SampledExpectation layer seems to recompute the same circuits for different measurement ops
Example
c = cirq.Circuit()
qubits = cirq.GridQubit.rect(2, 1)
c.append(cirq.rz(0.)(qubits[0]))
c.append(cirq.H(qubits[1]))
sampled_expectation_layer = tfq.layers.SampledExpectation()
output = sampled_expectation_layer(
[c],
operators=[cirq.Z(qubits[0]), cirq.Z(qubits[1]), cirq.Z(qubits[0]) * cirq.Z(qubits[1])],
repetitions=1)
print(output) # we have [1, -1, 1] sometimes
assert output[0,0]*output[0,1] == output[0,2] # and this may fail
It is unnatural to me that, when repetitions=1 (1 sample), we have inconsistent measurement results between Z1, Z2 and Z1*Z2.
And from code here https://github.com/tensorflow/quantum/blob/db2eac4e598f614a8c0e157c56313a23ef1943fb/tensorflow_quantum/core/ops/batch_util.py#L554-L561, this may be due to that each circuit, batch, measurement ops combination is simulated separately on backends. If it is so, it is not only unnatural but also inefficient since one can measure all ops for one circuit simulation.
My understanding may be wrong somewhere, any ideas on this?
Thanks for raising this issue. I'm going to refer to the examples from the documentation here: https://www.tensorflow.org/quantum/api_docs/python/tfq/layers/SampledExpectation
bit = cirq.GridQubit(0, 0)
symbols = sympy.symbols('x y z')
ops = [cirq.Z(bit), cirq.X(bit)]
num_samples = [100, 200]
circuit = _gen_single_bit_rotation_problem(bit, symbols)
values = [[1,1,1], [2,2,2], [3,3,3]]
sampled_expectation_layer = tfq.layers.SampledExpectation()
output = sampled_expectation_layer(
circuit,
symbol_names=symbols,
symbol_values=values,
operators=ops,
repetitions=num_samples)
# output[i][j] = The sampled expectation of ops[j] with
# values_tensor[i] placed into the symbols of the circuit
# with the order specified by feed_in_params.
# so output[1][2] = The sampled expectation of a circuit with parameter
# values [2,2,2] w.r.t Pauli X, estimated using 200 samples per term.
output # Non-deterministic result. It can vary every time.
The output is defined as: output[i][j] = <psi(\theta_i) | OP_j | psi(\theta_i) >. In your case this means the circuit will be evaluated three different times, once with <psi | Z_0 | psi >, <psi | Z_1 | psi > , <psi | Z_0 Z_1 | psi >, where psi is made from RZ and H. Each of these outputs is estimated using only 1 sample per term.

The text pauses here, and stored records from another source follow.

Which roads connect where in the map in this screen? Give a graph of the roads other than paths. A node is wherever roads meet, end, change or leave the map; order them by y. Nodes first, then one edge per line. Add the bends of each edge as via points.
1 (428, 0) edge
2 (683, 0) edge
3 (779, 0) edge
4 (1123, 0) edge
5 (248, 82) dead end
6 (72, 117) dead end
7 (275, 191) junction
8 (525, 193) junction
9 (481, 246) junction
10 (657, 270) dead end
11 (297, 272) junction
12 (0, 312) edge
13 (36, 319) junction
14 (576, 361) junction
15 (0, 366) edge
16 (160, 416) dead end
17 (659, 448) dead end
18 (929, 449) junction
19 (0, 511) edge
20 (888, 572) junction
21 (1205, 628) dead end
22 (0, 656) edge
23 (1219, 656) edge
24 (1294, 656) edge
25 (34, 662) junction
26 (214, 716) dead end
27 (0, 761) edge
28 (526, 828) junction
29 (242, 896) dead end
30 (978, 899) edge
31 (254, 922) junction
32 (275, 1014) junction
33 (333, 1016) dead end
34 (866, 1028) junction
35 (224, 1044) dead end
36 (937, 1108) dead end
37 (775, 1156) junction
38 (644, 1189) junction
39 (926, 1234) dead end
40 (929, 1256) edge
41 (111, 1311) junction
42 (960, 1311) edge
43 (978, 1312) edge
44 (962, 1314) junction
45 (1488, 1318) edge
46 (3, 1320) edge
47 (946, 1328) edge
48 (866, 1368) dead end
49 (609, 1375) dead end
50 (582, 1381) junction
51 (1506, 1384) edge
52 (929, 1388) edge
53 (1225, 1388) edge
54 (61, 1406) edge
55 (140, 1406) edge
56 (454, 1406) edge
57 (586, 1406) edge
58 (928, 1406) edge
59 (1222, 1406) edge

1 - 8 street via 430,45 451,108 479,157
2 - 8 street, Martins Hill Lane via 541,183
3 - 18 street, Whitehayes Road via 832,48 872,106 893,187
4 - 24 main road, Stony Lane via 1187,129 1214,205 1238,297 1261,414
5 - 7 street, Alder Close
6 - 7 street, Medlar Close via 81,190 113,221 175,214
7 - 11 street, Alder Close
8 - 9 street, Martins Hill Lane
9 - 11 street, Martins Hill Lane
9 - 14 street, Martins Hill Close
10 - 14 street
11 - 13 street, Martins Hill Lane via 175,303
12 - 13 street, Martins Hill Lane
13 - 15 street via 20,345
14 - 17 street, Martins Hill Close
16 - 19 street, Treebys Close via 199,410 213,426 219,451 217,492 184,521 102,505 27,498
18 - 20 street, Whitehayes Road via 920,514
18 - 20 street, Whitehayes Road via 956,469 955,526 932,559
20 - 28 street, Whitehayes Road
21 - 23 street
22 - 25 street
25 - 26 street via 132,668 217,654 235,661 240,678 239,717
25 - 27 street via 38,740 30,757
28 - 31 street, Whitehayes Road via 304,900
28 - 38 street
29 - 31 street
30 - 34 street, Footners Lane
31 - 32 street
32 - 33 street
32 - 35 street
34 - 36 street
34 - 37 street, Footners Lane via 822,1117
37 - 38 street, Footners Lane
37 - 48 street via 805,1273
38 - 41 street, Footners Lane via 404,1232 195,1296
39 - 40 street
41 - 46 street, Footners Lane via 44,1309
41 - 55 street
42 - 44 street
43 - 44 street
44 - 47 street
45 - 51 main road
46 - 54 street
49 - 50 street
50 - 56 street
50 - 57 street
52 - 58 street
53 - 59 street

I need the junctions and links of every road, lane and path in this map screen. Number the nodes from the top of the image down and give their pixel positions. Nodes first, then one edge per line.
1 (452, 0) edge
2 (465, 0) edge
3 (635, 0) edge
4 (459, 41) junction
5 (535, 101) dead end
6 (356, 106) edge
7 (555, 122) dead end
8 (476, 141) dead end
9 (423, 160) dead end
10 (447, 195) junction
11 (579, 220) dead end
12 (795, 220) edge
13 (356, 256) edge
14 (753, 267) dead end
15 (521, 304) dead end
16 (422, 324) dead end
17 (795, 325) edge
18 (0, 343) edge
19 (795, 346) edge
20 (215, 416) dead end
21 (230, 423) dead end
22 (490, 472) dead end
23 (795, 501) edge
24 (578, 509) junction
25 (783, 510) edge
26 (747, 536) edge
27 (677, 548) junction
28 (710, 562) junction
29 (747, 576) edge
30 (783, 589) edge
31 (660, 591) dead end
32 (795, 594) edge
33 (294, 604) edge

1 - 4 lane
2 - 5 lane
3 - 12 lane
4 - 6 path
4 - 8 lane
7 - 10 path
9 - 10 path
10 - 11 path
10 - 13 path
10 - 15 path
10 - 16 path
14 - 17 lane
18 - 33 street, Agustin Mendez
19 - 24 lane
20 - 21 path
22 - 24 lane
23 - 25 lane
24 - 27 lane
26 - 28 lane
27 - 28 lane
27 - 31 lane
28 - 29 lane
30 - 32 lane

These quantities are all simultaneously observable and can in theory all be estimated at the same time. However this is not true in all cases with more complex operators. Consider the case where each psi_i is totally different (in structure and not just parameter value) from one another and each op_j is totally different from one another. Then we have to estimate each one entirely independently of one another because they are not simultaneously observable. In order to accommodate that case and not provide ambiguous behavior (in terms of how we do sampling) between the simultaneous observable vs not simultaneous observable case, we opted to go with this behavior in order to be consistent everywhere.
The library snippet you linked actually isn't getting run in your program and is designed for use with py_functions when one needs the Cirq backend (and not the qsim backend). This is usually only the case when running through the engine or another exotic sampler interface in Cirq.
Does this clear things up ?
@MichaelBroughton , thanks for your detailed explanation, it helps a lot!
By considering non-simultaneous observables, (such as X1, Z1, X1*Z1) it is indeed better to keep the current behavior.
It would be better the documentation is more clear on this point, in case someone (like me) wrongly relies on repetitions=1 and found the result a little confusing.
Good idea! I can take that on, unless you would like to :) ?
Please go ahead :)
This issue has not had any activity in a month. Is it stale ?
@MichaelBroughton Did anything more happen on this topic in later years? Should this issue be kept open, or closed?